Publishing your RSS feed is just the beginning. RSS, really a mini database containing headlines and descriptions of what's new on your site, is a natural for layering on additional services. In addition to displaying your news on other sites and headline viewers, RSS data can flow into other products and services like PDA's, cell phones, email ticklers. and even voice updates. Email newsletters can easily be automated with RSS. Even more compelling, affiliate networks and partners of like-minded sites (say a collection of Linux sites) can harvest each other's RSS feeds, and automatically display the new stories from the other sites in the network, driving more traffic throughout.

In this Web-like way RSS encourages in context multiple points of entry to one primary article, rather than multiple copies of the same article (which introduces its own maintenance problems). As we've seen, the sites with the most backlinks win, and those with the freshest content also win. RSS creates a win-win situation. Once you have data in a standardized format, new forms of content distribution channels are only limited by your imagination, and scripting ability.

RSS Aggregators

There are a number of RSS news aggregators out there that automatically suck up RSS files from content providers and present the news in a variety of ways (my.netscape.com, my.userland.com, xmltree.com, moreover.com). Many make it easy to drop an RSS feed into your site. In fact, O'Reilly's new Meerkat Open News Wire service, is an example of what can be done with RSS and some clever code. Meerkat aggregates the currently available technical RSS feeds, and filters new stories by time, topic, keywords, and even regular expression. Narrowing the new stories down to your interests is a breeze, all entirely automated. O'Reilly Network's President and CEO Dale Dougherty:

"What interests me about RSS is the ability to begin to monitor the flow of new information on the net.

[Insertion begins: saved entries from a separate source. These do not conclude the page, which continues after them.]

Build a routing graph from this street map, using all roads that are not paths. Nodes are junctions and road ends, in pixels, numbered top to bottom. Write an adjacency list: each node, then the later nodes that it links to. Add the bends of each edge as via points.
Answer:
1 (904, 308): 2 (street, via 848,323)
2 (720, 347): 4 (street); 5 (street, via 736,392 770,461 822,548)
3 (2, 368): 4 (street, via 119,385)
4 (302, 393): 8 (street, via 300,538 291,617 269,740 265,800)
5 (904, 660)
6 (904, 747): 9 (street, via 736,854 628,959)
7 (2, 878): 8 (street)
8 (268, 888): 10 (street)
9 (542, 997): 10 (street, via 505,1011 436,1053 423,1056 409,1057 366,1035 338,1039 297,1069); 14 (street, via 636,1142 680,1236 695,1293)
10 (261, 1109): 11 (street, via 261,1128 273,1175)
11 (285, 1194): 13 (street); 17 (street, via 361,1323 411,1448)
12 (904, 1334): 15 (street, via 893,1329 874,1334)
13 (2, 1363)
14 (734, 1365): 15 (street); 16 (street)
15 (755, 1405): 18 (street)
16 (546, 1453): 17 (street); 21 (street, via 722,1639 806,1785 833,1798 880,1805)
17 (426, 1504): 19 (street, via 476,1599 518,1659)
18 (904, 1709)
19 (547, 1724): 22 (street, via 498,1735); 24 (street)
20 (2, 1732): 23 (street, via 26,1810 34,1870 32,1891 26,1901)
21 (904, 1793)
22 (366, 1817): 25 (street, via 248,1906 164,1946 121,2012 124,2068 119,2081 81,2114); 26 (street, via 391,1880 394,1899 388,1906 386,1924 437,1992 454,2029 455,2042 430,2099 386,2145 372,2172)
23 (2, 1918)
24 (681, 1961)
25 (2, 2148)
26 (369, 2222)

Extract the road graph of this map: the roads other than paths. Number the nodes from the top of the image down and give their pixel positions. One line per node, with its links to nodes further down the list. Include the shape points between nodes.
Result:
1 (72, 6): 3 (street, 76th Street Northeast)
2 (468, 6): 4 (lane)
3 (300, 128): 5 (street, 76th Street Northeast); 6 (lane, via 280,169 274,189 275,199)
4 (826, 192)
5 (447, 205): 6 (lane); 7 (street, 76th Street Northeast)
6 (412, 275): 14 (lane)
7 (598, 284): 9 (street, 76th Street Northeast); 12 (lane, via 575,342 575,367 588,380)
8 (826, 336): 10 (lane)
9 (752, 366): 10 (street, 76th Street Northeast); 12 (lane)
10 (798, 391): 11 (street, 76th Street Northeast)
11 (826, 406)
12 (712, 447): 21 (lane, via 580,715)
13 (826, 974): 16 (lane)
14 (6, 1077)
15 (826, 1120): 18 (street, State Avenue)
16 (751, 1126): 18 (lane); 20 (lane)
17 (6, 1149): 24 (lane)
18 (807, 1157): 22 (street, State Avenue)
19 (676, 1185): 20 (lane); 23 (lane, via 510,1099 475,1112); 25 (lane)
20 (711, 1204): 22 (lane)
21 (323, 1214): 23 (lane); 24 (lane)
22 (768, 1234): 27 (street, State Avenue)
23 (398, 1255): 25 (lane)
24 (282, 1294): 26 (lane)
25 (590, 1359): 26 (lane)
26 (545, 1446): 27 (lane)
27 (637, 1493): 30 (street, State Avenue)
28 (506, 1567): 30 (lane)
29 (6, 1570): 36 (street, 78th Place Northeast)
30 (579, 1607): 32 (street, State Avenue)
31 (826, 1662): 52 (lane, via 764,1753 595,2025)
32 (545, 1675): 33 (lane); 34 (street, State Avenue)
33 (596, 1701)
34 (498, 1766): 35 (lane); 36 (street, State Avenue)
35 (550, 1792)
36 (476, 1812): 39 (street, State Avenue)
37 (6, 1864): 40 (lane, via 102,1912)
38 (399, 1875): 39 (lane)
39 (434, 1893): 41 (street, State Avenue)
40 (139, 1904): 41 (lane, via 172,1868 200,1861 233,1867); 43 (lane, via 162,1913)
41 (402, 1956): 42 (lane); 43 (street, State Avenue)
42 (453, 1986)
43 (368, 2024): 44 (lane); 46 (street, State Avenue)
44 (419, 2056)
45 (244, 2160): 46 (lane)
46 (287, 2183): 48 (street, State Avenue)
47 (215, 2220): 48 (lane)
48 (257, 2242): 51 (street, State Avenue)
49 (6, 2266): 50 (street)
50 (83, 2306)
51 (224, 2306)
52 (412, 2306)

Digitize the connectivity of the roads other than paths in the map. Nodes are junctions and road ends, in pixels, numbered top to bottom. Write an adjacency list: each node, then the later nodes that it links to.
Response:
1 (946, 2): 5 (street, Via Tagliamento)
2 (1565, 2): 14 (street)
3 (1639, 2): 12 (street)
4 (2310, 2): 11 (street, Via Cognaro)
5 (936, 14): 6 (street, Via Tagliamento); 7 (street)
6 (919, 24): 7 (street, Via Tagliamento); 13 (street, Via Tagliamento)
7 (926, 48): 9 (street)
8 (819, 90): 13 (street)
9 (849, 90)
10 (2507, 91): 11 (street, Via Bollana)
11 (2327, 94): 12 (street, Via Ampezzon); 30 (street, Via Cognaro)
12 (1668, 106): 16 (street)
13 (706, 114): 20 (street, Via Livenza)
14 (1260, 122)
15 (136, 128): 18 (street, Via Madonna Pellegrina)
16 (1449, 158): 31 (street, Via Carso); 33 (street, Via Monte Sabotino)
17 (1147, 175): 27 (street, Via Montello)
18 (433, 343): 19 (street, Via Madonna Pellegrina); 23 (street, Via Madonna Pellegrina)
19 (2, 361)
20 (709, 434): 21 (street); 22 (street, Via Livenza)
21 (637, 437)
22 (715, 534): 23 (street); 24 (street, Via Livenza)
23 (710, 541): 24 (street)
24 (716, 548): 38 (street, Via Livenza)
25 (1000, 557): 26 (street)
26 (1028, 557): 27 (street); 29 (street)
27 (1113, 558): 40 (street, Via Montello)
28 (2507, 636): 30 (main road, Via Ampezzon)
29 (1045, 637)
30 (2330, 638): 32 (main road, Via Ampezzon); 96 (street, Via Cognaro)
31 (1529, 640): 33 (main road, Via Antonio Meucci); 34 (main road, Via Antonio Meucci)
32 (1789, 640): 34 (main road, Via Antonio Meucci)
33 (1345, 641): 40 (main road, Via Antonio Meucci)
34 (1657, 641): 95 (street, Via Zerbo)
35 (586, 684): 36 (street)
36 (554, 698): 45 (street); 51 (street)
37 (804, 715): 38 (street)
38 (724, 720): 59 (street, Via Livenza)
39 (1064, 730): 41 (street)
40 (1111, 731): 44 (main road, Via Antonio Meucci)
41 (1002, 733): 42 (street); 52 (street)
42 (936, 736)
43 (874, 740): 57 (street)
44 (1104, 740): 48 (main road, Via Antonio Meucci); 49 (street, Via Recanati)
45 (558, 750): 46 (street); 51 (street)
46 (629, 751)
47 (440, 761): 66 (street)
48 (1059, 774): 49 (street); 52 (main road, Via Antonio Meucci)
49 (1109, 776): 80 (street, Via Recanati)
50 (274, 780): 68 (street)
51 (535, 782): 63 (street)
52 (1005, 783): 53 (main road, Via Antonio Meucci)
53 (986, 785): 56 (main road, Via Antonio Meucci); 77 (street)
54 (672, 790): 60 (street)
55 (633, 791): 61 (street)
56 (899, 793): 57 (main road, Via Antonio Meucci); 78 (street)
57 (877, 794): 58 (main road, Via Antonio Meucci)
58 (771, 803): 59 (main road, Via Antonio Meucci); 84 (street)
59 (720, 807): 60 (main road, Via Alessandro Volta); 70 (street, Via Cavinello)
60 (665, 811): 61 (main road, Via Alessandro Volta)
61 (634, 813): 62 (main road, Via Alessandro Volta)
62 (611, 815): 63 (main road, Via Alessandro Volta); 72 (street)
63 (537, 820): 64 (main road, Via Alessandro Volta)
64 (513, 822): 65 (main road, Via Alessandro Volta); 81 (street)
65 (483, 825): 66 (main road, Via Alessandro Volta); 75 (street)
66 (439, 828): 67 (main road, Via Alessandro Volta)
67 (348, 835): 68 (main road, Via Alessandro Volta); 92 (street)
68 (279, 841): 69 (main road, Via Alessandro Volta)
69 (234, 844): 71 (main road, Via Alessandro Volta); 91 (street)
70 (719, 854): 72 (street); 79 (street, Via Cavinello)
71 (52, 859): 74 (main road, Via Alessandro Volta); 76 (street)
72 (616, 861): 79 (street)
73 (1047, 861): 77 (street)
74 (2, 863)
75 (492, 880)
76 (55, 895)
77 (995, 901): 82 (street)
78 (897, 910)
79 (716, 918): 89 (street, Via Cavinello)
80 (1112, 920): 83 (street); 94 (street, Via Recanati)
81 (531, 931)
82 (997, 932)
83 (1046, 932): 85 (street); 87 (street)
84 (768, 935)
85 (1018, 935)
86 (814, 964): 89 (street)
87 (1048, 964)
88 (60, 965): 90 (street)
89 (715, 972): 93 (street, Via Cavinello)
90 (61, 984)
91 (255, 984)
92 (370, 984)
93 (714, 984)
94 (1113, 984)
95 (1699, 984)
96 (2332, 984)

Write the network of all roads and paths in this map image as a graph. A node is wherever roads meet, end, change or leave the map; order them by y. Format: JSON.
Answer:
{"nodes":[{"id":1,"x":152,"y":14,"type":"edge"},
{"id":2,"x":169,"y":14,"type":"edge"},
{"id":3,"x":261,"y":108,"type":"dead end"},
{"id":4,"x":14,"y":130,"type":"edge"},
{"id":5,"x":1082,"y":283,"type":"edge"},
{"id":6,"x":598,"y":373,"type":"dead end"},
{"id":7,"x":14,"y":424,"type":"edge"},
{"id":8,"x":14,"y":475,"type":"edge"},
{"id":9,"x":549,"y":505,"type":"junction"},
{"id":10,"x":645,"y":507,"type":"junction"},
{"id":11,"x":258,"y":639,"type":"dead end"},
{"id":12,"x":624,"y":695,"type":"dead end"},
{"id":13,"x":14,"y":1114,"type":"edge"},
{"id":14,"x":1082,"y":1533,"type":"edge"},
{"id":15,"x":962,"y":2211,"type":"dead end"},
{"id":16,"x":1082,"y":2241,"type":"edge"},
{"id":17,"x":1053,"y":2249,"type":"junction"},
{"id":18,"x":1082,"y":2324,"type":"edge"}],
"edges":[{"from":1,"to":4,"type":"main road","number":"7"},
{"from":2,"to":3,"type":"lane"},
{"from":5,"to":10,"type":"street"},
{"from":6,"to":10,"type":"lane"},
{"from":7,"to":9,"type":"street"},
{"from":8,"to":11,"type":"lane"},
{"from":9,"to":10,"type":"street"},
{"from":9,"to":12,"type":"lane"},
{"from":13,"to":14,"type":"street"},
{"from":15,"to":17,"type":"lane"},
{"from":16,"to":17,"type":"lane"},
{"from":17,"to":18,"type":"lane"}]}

We all know what sites exist; what we really want to know is how often sites generate new information. As a writer and editor, I thought Meerkat would be valuable to watch what was happening in different technical communities. What I especially like about RSS and looking at feeds from hundreds of sites is that you can see the Web work at a grassroots level. I thought that Meerkat is the kind of tool I'd want to keep track of what is going on. We realized that this wasn't just useful to editors but to anyone who wants to be able to respond to new information.

I'm not sure where Meerkat will take us, but it feels like it's opening up a remarkable new view of the Web. We'd really like to see more and more sites become RSS-enabled. RSS can do for them what Yahoo did for them in 1994, which is drive traffic by letting others know what you are doing. The difference is now we can notify others not just of a new site, but of new stories -- new activity on our site."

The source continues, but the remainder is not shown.